Leaf Type: Oolong
Where to Buy: Canton Tea Co.
Product Description:
Dan Cong is the champagne of oolongs: ripe with intense fruit and sweetness. This high grade example comes from a plantation on the lower slopes of Wu Dong Mountain, Chao Zhou. The leaves are thoroughly fermented and baked to produce a rich liquor with unique flowery and honeyed notes that can be enjoyed through multiple infusions.
Our Buyer’s notes:
“This tea is more heavily baked than the Song Zhong Dan Cong to allow the tea to produce its unique honey and lychee flavours.”
Taster’s Review:
Ooooooh-Long! This tea definitely puts the Oooooh into Oolong. It is truly wonderful.
The aroma of the brewed liquor is delightful. It has this amazing sort of “outdoorsy” kind of scent, like the fragrance you might experience if you were walking through the woods on a quiet spring morning. It is smells of earth and damp wood, as well as newly blossoming flowers and hints of fruit, and even a clean, crisp air-like scent. This is a tea that you need to inhale deeply – taking in this extraordinary aroma – before taking a sip, to truly experience it in its entirety.
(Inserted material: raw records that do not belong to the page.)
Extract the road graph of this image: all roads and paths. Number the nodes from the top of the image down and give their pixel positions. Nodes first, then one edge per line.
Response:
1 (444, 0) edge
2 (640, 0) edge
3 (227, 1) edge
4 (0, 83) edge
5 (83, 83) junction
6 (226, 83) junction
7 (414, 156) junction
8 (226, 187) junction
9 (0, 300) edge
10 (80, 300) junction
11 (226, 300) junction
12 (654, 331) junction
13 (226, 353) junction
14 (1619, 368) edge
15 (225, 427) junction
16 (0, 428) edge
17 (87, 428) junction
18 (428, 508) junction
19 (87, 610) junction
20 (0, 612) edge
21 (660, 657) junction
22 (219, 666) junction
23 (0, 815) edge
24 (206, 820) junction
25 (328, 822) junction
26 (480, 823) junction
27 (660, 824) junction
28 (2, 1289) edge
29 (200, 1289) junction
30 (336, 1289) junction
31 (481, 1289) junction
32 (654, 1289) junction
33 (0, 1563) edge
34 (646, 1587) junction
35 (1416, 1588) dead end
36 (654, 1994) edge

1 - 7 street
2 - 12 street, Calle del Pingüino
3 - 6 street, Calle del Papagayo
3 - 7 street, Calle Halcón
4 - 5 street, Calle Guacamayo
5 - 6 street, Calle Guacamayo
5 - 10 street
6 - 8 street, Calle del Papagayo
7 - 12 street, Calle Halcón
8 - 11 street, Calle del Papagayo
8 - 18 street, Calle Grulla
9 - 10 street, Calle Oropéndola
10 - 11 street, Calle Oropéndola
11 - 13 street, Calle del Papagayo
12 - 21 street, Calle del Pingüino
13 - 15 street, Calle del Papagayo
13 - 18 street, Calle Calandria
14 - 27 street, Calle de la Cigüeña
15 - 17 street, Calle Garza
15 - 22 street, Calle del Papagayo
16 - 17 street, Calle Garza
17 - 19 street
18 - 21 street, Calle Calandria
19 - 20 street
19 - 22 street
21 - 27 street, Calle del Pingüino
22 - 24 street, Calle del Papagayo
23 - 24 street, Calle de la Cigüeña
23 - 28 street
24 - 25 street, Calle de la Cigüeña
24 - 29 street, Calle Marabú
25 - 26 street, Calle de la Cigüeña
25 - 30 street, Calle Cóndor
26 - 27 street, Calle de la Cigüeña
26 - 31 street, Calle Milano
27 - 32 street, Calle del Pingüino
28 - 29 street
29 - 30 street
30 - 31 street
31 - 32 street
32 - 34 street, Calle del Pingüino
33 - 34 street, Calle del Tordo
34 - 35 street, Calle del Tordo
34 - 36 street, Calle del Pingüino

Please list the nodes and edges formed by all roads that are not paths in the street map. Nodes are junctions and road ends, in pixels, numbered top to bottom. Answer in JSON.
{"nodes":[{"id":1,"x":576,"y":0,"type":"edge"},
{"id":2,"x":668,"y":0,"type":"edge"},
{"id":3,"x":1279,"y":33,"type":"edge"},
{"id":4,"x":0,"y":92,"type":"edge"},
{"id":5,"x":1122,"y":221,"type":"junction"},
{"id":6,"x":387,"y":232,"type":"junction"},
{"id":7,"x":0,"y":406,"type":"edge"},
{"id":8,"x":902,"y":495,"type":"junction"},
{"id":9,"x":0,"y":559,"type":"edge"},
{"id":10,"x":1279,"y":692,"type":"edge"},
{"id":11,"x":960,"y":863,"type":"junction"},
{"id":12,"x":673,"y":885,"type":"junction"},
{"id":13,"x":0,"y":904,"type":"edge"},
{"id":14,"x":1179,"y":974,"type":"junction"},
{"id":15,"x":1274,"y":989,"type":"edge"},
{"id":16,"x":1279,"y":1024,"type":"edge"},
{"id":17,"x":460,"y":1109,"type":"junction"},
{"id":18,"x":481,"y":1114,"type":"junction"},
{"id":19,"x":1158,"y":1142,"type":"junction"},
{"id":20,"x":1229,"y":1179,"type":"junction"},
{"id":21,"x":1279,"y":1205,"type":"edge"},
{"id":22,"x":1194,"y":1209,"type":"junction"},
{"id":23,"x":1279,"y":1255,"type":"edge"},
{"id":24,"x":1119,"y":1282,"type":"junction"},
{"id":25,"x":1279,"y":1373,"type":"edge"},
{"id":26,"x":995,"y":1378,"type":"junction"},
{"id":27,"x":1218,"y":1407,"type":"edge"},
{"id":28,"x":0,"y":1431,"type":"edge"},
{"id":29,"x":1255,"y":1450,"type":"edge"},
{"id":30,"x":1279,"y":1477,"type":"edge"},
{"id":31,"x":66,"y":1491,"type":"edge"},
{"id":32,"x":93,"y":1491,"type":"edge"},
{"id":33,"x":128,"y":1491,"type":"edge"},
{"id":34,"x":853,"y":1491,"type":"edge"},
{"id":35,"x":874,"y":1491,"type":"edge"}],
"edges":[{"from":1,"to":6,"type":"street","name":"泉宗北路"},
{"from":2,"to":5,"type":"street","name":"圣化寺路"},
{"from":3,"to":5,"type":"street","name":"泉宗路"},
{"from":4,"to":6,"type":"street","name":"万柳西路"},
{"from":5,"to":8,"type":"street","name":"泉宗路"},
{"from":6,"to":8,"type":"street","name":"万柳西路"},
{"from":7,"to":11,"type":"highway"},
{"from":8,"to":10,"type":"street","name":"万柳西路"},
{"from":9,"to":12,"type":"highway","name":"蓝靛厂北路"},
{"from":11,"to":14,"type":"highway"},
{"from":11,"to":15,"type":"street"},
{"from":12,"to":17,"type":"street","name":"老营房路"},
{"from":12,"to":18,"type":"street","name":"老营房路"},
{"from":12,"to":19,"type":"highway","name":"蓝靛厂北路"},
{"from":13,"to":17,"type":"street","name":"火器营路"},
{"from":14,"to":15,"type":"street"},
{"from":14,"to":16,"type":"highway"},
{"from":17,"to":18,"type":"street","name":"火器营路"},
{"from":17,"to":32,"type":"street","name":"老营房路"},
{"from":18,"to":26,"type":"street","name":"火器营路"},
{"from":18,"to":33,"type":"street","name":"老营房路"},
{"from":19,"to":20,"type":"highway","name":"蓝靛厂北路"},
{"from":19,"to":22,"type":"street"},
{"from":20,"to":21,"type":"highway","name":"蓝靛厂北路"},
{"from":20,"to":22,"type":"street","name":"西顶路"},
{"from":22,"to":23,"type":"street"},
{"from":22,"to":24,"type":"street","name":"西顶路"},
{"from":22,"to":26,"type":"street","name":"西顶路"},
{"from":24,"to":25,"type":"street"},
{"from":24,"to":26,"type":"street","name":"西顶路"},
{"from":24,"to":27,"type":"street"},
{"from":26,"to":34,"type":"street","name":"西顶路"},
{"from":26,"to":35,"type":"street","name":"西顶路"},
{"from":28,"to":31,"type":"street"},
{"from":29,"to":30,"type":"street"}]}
And then, of course, there is the flavor. And … put simply, this has a flavor that keeps you sipping. That is to say, my cup is now empty and I need to infuse the leaves again in order to compose the right words to describe this tea. It is so good that I finished the cup before I could start writing about it.
Now as I sip my second cup (the result of my third and fourth infusions combined), I can tell you a little more about this tea. The flavor is intense. It has a honey-esque tone to it … not just the sweetness of honey, but also the unique floral taste of honey. It is sweet with the subtlest tone of sharpness in the background, such an enchanting, piquant kind of taste.
And as the description from Canton Tea Co. suggests, there is a lychee kind of flavor to this too. It is so very similar to the unique flavor of lychee, in fact, that I had to double check on this tea to make sure it wasn’t a lychee flavored or scented tea. But no: these interesting flavors are achieved naturally through the baking process of the tea leaves, and not through a flavoring process.
I was able to infuse this tea a total of six times with no loss of flavor, making this not only a delicious tea, but also a good value for your money too. This is the kind of Oolong I would recommend to a tea enthusiast who finds some Oolong teas to be too delicate for their taste. The flavor of this is so intense, they’re sure to change their mind about Oolong!